In Übereinstimmung mit dem LG sieht der BGH in der Einreichung und Abrechnung der Verordnungen des A einen Betrug des S gegenüber den Krankenkassenmitarbeitern und zulasten der Krankenkassen. Die Mitarbeiter der Krankenkassen habe S durch konkludente Erklärung getäuscht. Erklärungen seien nach dem Empfängerhorizont unter Berücksichtigung der eine Situation prägenden Rechtsnormen auszulegen. Mit Blick auf die Vorschriften des SGB V enthalte die Einreichung und Abrechnung ärztlicher Verordnungen regelmäßig die stillschweigende Erklärung, dass sie dem tatsächlichen Bedarf entsprechend ausgestellt worden seien und dass der Lieferant keine unzulässigen Rückvergütungen an den verordnenden Arzt zahle. Diese Erklärung sei aber falsch gewesen. Nach § 128 Abs. 2, 6 SGB V unzulässige Zuwendungen an den verordnenden Arzt lägen nämlich nicht nur dann vor, wenn sie dem Arzt unmittelbar zuflössen, sondern auch dann, wenn sie zunächst einer juristischen Person, mittelbar aber dem Vertragsarzt gewährt würden. Die Mitarbeiter der Krankenkassen hätten den falschen Erklärungen des S Glauben geschenkt, also geirrt. Da der Verstoß gegen das gesetzliche Verbot in § 128 SGB V zum Verlust des gesamten Vergütungsanspruchs führe, sei den Krankenkassen ein Schaden in voller Abrechnungshöhe entstanden.
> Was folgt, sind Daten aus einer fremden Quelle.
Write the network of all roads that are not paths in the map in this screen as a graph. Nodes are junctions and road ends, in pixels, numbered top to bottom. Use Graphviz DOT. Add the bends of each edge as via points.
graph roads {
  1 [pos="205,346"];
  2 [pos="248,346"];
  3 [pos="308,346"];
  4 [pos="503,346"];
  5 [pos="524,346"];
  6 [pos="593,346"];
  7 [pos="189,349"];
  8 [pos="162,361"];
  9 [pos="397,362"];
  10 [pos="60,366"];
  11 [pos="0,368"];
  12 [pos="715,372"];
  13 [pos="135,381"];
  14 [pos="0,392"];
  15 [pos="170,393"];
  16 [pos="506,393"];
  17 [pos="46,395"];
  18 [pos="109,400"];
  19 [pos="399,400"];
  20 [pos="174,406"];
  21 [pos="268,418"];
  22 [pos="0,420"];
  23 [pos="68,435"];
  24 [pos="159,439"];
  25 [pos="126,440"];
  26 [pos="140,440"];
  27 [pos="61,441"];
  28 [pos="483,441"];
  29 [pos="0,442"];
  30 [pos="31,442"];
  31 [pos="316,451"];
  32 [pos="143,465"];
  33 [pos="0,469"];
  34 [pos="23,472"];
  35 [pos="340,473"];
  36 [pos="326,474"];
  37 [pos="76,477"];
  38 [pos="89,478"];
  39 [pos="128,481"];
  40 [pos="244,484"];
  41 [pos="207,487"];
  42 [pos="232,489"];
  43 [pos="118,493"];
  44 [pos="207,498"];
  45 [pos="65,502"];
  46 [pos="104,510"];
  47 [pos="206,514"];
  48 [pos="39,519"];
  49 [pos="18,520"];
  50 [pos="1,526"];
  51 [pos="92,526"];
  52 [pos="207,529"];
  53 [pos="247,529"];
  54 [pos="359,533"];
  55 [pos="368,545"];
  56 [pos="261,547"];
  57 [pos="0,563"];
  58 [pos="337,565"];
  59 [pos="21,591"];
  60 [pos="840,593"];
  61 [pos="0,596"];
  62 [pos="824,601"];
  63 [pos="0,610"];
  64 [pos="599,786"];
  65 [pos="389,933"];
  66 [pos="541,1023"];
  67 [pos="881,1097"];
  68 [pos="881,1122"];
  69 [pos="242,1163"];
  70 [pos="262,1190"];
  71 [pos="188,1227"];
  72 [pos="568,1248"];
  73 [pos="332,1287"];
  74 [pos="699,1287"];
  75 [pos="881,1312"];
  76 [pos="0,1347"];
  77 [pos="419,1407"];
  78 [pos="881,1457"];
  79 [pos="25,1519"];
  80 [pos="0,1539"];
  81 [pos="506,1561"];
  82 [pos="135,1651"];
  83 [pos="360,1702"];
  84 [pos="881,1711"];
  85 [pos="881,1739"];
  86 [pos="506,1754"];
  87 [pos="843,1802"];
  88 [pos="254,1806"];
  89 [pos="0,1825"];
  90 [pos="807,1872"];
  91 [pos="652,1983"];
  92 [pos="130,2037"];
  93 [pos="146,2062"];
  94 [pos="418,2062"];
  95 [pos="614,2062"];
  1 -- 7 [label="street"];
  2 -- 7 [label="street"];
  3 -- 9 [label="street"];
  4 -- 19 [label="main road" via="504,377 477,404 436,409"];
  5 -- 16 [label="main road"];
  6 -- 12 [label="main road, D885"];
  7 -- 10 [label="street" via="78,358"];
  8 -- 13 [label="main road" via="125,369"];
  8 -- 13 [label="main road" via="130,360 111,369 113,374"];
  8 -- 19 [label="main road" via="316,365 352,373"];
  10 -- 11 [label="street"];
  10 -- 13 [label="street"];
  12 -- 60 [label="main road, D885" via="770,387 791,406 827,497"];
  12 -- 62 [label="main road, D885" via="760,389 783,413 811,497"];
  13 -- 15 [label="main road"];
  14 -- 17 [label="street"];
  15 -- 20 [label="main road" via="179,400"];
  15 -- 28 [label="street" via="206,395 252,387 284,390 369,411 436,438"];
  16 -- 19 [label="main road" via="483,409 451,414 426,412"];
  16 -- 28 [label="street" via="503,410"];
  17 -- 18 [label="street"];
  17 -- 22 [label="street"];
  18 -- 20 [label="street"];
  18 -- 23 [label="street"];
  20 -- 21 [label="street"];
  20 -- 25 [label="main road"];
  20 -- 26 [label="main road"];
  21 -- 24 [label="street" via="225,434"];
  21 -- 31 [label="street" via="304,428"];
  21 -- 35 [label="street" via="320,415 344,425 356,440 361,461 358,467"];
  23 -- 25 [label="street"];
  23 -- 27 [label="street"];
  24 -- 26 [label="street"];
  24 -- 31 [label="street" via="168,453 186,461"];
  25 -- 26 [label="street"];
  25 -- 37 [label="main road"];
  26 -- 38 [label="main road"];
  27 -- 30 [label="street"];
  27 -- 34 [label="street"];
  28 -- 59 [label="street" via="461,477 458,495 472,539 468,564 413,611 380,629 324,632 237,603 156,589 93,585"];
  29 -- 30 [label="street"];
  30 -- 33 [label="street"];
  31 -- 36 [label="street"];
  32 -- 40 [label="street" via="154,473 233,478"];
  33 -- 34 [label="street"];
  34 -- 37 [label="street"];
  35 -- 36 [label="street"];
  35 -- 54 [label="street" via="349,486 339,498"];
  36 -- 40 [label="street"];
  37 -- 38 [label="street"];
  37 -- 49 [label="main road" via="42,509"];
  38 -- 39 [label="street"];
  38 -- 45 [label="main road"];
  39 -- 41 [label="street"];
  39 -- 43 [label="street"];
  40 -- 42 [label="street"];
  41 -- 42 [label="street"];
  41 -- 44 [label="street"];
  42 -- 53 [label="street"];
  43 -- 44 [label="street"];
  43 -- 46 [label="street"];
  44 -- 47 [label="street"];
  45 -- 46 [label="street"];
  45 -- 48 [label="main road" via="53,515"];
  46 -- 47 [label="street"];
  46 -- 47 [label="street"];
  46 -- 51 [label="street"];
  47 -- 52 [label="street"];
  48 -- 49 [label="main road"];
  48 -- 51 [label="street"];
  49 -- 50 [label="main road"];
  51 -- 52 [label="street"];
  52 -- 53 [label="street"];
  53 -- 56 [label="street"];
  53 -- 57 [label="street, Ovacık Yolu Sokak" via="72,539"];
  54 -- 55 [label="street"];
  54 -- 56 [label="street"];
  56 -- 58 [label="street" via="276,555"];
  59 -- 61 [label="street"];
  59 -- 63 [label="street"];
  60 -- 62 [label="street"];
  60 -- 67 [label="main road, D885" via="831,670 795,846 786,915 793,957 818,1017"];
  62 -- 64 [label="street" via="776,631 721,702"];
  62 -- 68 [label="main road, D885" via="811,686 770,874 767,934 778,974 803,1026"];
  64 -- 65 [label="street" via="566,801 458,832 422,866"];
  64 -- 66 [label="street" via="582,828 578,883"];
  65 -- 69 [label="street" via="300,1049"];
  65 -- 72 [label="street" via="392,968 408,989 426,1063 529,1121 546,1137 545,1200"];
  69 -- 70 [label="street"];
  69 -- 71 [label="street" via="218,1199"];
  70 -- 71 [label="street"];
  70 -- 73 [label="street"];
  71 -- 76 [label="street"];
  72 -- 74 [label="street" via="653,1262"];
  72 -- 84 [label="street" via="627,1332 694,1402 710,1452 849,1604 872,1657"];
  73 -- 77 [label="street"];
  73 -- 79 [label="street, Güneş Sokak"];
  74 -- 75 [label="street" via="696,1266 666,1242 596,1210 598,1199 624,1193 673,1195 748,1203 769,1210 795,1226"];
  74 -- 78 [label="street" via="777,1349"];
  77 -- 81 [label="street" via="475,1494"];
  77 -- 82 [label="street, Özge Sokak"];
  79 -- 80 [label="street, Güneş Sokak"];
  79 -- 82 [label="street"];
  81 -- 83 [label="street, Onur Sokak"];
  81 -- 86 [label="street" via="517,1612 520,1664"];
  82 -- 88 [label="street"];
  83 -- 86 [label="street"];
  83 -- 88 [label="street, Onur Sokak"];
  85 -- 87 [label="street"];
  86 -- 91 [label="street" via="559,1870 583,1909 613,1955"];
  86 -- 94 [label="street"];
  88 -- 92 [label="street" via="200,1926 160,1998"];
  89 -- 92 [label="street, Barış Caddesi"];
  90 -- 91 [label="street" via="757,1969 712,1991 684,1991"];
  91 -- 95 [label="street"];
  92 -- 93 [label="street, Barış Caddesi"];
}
Der Ansicht des LG, S habe überdies Beihilfe zum Betrug des A geleistet, tritt der BGH indes entgegen. A habe sich durch die Verordnung der Kontrastmittel in erster Linie der Untreue zulasten der Krankenkassen schuldig gemacht. Auf der Grundlage der neueren Rechtsprechung des BGH zur Untreue des Vertragsarztes bejaht der BGH die für den Untreuetatbestand entscheidende Vermögensbetreuungspflicht des Arztes gegenüber den Krankenkassen. A habe die gesetzlichen Krankenkassen durch Verordnung des Sprechstundenbedarfs zu Zahlungen verpflichten können, ohne dass den Krankenkassen eine hinreichende Kontrollmöglichkeit zur Verfügung gestanden habe. Durch Verletzung seiner Vermögensbetreuungspflicht habe A die Krankenkassen in Höhe des gesamten in Rechnung gestellten Betrages geschädigt. Dazu habe S Beihilfe geleistet, die aber hinter den täterschaftlich verwirklichten Betrug zurücktrete.

Hiervon ausgehend musste der BGH den Schuldspruch auch in Bezug auf den Angeklagten H ändern. Dessen Mitwirkung am Erfolg des Geschäftsmodells sei nicht nur als Beihilfe zum Betrug des S, sondern zugleich als Beihilfe zur Untreue des A strafbar.